Supplied material ->
************

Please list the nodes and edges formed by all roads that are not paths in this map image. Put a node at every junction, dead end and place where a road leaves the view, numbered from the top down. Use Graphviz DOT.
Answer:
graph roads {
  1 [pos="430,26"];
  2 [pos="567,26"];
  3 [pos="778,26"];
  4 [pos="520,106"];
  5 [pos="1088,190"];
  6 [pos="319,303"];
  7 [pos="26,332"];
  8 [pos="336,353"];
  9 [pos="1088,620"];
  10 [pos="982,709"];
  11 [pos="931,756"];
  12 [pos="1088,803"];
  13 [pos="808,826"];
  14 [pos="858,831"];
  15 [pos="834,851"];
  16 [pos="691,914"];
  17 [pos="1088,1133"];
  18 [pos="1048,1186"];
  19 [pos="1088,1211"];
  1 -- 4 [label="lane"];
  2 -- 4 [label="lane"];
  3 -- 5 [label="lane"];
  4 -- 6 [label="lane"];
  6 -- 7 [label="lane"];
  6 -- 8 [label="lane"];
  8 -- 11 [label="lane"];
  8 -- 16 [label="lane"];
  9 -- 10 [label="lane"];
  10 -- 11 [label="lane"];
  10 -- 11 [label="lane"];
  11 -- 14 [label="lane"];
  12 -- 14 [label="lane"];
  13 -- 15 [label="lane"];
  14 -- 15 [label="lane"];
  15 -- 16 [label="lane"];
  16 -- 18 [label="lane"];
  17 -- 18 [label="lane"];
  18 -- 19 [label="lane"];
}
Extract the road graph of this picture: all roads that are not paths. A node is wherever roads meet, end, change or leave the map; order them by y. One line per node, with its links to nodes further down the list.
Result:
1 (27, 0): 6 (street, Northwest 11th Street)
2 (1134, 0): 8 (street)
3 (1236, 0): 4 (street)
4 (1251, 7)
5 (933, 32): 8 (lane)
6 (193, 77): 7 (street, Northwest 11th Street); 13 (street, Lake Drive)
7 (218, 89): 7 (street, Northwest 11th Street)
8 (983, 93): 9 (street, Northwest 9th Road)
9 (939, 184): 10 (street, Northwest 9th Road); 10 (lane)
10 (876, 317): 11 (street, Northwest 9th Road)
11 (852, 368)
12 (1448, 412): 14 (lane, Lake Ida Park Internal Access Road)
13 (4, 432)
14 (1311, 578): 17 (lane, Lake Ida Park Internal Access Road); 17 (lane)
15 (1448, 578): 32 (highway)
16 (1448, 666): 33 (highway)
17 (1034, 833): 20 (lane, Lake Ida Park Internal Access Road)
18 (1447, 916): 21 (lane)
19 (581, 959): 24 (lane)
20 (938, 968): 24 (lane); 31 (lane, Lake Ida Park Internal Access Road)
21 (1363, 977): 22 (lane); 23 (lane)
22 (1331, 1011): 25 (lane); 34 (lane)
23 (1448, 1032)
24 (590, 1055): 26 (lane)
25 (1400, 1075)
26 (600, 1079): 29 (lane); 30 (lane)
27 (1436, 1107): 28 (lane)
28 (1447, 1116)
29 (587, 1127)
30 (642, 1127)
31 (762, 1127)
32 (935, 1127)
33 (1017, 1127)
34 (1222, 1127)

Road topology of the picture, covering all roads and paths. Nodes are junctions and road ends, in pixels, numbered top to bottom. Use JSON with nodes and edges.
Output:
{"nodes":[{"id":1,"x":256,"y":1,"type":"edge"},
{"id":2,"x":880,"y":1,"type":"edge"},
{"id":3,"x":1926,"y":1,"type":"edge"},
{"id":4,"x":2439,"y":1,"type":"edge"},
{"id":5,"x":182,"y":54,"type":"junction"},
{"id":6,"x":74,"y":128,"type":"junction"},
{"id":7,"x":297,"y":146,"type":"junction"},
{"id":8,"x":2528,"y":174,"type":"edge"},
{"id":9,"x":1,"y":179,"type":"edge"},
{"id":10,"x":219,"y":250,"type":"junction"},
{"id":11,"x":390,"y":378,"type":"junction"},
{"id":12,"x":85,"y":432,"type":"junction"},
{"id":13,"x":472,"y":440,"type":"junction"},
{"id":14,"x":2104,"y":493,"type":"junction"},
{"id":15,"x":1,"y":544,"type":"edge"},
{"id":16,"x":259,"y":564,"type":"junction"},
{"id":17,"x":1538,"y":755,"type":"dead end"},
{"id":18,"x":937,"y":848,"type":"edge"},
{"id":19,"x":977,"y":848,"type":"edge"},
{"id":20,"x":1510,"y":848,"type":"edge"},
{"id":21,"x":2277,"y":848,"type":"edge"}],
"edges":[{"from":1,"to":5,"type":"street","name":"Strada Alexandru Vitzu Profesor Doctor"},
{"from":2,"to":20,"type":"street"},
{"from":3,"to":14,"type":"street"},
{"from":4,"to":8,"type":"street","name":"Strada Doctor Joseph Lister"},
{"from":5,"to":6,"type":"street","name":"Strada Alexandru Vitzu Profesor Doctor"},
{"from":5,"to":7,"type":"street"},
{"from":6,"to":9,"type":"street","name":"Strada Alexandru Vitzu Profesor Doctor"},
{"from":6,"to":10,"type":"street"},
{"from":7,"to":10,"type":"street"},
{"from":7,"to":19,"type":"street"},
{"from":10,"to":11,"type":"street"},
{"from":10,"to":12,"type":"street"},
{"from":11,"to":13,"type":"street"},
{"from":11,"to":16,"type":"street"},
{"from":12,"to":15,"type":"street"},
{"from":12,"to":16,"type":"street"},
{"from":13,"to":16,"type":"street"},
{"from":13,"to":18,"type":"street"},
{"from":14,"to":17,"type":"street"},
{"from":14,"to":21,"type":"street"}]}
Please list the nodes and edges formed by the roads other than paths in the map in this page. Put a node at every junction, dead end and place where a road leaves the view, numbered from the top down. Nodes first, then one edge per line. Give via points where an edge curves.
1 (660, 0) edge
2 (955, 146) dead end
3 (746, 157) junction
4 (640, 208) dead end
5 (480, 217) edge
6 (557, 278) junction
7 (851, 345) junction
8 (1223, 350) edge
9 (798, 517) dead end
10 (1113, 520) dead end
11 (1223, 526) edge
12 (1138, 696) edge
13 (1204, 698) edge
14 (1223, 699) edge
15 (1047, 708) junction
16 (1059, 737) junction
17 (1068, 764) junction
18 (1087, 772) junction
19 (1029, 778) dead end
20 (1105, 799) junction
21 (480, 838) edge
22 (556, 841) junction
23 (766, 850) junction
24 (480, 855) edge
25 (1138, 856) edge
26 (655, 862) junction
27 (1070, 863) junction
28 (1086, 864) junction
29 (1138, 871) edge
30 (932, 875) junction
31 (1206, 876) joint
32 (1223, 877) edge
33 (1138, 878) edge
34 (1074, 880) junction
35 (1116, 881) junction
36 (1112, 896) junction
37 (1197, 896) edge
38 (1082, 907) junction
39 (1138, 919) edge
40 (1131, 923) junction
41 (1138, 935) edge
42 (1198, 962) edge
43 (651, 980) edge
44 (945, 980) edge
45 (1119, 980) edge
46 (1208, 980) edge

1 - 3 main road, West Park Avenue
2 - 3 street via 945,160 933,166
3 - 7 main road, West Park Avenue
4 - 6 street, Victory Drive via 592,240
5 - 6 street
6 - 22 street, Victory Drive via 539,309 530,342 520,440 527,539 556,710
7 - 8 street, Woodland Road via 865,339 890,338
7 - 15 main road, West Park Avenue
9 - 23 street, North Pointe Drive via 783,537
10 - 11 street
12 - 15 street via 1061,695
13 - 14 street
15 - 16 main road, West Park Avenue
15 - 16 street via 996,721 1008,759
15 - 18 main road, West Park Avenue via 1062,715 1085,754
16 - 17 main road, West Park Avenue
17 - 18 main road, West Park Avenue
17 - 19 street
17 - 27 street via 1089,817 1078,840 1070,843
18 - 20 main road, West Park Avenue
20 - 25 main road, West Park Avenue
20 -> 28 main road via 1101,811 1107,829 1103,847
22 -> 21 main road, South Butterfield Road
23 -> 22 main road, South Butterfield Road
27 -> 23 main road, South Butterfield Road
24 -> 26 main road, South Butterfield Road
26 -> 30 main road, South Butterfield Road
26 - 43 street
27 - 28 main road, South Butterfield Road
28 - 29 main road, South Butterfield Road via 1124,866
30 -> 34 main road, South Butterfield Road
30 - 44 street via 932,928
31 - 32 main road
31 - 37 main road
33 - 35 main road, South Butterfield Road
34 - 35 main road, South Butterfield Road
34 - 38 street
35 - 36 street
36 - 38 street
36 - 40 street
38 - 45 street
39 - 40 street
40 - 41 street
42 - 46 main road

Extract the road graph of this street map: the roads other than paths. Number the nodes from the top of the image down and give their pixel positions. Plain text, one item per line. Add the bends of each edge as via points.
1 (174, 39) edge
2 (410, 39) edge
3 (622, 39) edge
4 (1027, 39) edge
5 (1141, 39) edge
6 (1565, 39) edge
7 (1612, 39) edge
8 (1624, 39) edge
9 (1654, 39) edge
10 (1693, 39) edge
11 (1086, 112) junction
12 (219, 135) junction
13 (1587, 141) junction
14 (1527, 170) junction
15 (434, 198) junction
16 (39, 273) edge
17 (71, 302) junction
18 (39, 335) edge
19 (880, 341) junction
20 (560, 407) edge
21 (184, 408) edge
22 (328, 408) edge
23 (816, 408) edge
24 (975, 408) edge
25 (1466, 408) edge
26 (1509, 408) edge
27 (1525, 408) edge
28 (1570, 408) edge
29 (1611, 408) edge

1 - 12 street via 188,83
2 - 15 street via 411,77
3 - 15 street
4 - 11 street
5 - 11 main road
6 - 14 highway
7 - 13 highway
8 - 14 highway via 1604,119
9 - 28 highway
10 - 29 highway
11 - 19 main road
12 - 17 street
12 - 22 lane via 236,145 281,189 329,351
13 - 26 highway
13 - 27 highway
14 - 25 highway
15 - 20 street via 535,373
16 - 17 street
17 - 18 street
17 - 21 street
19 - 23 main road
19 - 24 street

************

Report every line in the data above in which the word "view" appears.

Please list the nodes and edges formed by all roads that are not paths in this map image. Put a node at every junction, dead end and place where a road leaves the view, numbered from the top down. Use Graphviz DOT.
Please list the nodes and edges formed by the roads other than paths in the map in this page. Put a node at every junction, dead end and place where a road leaves the view, numbered from the top down. Nodes first, then one edge per line. Give via points where an edge curves.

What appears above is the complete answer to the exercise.